Algorithms for Reinforcement Learning

Algorithms for Reinforcement Learning

Csaba Szepesvari,
ISBN: 9781608454921 | PDF ISBN: 9781608454938
Hardcover ISBN: 9781681732138
Copyright © 2010 | 103 Pages | Publication Date: 01/01/2010

Reinforcement learning is a learning paradigm concerned with learning to control a system so as to maximize a numerical performance measure that expresses a long-term objective. What distinguishes reinforcement learning from supervised learning is that only partial feedback is given to the learner about the learner’s predictions. Further, the predictions may have long term effects through influencing the future state of the controlled system. Thus, time plays a special role. The goal in reinforcement learning is to develop efficient learning algorithms, as well as to understand the algorithms’ merits and limitations.
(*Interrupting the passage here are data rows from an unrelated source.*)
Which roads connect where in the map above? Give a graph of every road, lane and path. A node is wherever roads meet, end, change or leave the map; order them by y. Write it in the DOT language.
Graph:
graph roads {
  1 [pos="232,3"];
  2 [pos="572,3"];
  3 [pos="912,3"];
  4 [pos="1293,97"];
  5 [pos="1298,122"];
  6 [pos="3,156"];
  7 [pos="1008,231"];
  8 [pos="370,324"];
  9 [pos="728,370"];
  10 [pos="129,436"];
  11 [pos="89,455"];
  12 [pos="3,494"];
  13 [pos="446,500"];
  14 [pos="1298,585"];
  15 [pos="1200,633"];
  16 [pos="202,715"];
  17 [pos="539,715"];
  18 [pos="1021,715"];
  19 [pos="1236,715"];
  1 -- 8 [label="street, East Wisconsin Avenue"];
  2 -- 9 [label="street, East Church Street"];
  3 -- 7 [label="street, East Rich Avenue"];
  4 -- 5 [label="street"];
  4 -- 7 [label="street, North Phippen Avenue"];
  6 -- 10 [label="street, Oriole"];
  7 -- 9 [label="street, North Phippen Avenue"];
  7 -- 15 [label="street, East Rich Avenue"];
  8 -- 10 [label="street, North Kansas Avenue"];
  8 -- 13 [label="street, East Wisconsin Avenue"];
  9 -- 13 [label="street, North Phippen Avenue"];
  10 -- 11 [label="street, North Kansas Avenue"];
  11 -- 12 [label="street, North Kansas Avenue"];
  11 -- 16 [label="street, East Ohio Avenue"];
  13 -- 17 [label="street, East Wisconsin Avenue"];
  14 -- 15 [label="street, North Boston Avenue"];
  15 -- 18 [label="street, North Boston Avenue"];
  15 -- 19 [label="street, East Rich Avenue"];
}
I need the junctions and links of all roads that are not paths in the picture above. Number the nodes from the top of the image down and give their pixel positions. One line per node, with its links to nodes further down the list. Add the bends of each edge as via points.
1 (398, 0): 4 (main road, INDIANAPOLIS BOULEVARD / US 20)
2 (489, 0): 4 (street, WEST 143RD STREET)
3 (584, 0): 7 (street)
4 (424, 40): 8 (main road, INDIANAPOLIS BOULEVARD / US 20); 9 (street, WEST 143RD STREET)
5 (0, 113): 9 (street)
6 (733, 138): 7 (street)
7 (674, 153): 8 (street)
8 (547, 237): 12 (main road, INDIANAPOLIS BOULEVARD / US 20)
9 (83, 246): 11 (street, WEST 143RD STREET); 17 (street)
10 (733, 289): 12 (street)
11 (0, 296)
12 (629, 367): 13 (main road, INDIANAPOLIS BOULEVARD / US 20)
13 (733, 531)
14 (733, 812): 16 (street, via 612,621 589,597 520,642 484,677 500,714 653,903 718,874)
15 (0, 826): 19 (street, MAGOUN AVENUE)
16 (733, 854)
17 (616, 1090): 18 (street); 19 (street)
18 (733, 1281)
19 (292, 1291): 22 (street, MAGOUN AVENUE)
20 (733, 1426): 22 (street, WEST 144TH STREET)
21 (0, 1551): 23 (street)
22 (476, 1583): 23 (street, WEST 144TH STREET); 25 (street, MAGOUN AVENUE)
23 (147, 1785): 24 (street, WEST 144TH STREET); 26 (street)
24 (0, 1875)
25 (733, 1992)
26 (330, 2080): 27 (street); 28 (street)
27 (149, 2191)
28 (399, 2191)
Reinforcement learning is of great interest because of the large number of practical applications that it can be used to address, ranging from problems in artificial intelligence to operations research or control engineering. In this book, we focus on those algorithms of reinforcement learning that build on the powerful theory of dynamic programming. We give a fairly comprehensive catalog of learning problems, describe the core ideas, note a large number of state of the art algorithms, followed by the discussion of their theoretical properties and limitations.

Table of Contents

Markov Decision Processes
Value Prediction Problems
For Further Exploration

About the Author(s)

Csaba Szepesvari, University of Alberta
Csaba Szepesvari received his PhD in 1999 from “Jozsef Attila” University, Szeged, Hungary. He is currently an Associate Professor at the Department of Computing Science of the University of Alberta and a principal investigator of the Alberta Ingenuity Center for Machine Learning. Previously, he held a senior researcher position at the Computer and Automation Research Institute of the Hungarian Academy of Sciences, where he headed the Machine Learning Group. Before that, he spent 5 years in the software industry. In 1998, he became the Research Director of Mindmaker, Ltd., working on natural language processing and speech products, while from 2000, he became the Vice President of Research at the Silicon Valley company Mindmaker Inc. He is the coauthor of a book on nonlinear approximate adaptive controllers, published over 80 journal and conference papers and serves as the Associate Editor of IEEE Transactions on Adaptive Control and AI Communications, is on the board of editors of the Journal of Machine Learning Research and the Machine Learning Journal, and is a regular member of the program committee at various machine learning and AI conferences. His areas of expertise include statistical learning theory, reinforcement learning and nonlinear adaptive control.